Data supplied.
----------

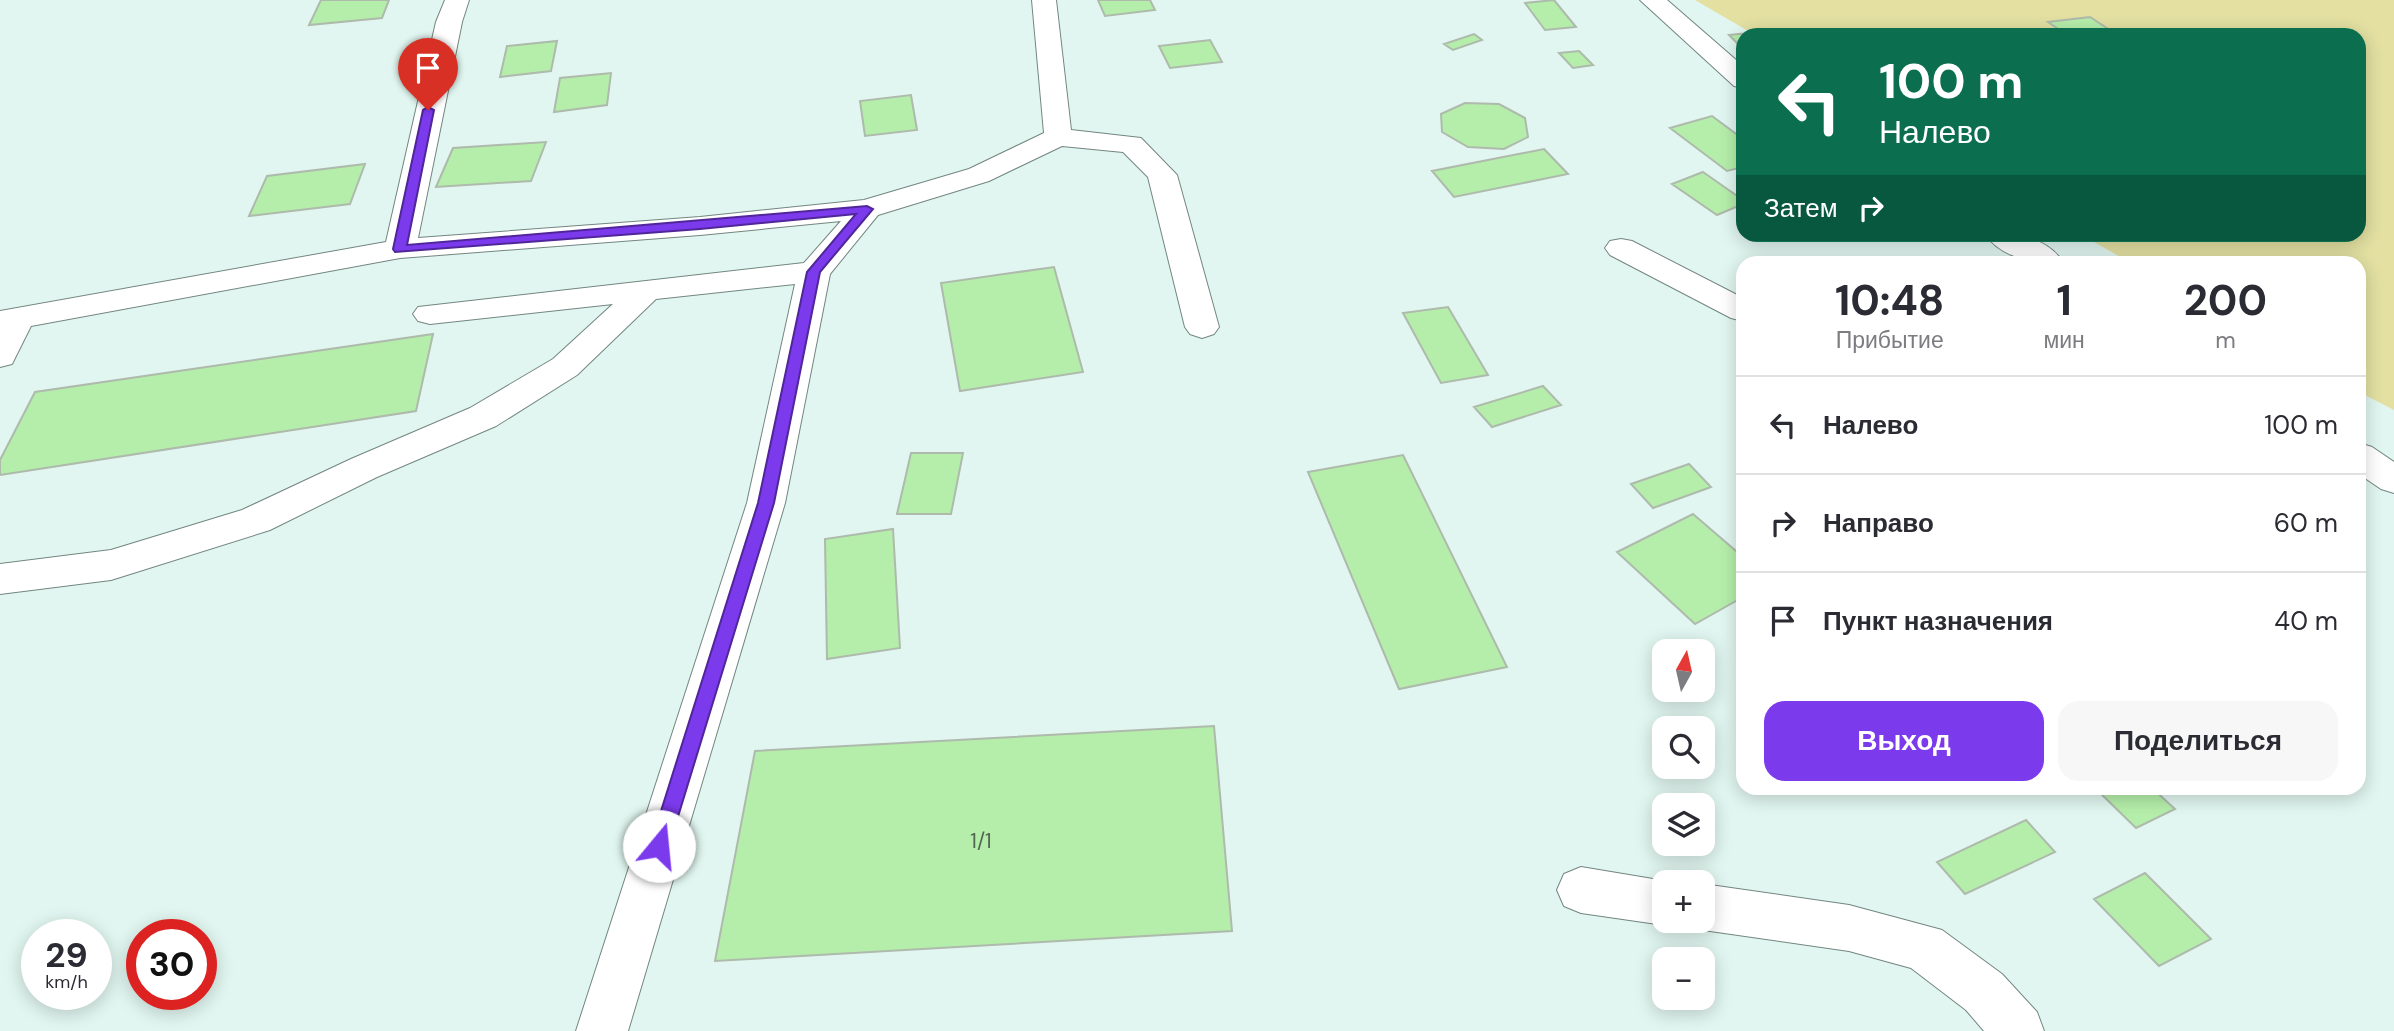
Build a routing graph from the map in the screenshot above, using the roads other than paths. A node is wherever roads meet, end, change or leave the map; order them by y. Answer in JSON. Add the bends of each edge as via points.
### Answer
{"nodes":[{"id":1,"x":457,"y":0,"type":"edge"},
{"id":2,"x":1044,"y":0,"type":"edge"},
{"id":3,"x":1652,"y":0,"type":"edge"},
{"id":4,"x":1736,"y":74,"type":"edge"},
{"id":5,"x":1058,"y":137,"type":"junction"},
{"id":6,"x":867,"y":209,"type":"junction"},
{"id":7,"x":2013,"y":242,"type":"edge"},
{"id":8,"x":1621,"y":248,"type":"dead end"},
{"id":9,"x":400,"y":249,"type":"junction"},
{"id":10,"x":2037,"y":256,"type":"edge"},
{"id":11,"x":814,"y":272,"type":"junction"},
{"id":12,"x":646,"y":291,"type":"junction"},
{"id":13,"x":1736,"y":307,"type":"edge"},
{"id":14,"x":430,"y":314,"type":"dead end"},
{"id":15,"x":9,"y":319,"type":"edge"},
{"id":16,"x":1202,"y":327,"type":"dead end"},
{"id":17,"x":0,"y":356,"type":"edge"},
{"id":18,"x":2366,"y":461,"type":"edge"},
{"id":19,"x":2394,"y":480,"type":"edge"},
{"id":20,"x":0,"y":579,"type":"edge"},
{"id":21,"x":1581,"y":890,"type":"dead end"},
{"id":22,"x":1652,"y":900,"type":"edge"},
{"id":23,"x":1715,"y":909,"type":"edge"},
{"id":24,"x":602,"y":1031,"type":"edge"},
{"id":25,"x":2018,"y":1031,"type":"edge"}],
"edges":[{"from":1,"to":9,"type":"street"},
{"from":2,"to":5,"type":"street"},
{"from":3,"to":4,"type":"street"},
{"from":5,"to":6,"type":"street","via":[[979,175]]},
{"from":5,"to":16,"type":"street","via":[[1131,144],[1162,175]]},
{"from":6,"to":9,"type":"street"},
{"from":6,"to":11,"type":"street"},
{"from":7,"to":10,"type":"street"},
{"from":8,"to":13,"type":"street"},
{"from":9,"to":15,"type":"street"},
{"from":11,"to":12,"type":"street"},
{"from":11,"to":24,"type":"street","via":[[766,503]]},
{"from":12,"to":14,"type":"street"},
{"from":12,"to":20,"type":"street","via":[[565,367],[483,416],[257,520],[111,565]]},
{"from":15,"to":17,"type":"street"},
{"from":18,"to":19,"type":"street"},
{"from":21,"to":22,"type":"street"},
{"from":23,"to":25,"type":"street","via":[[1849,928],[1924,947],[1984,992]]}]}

----------

Provide the count of lines in the records above that hold the word "Answer", with no other text.

Reply to the exercise.
2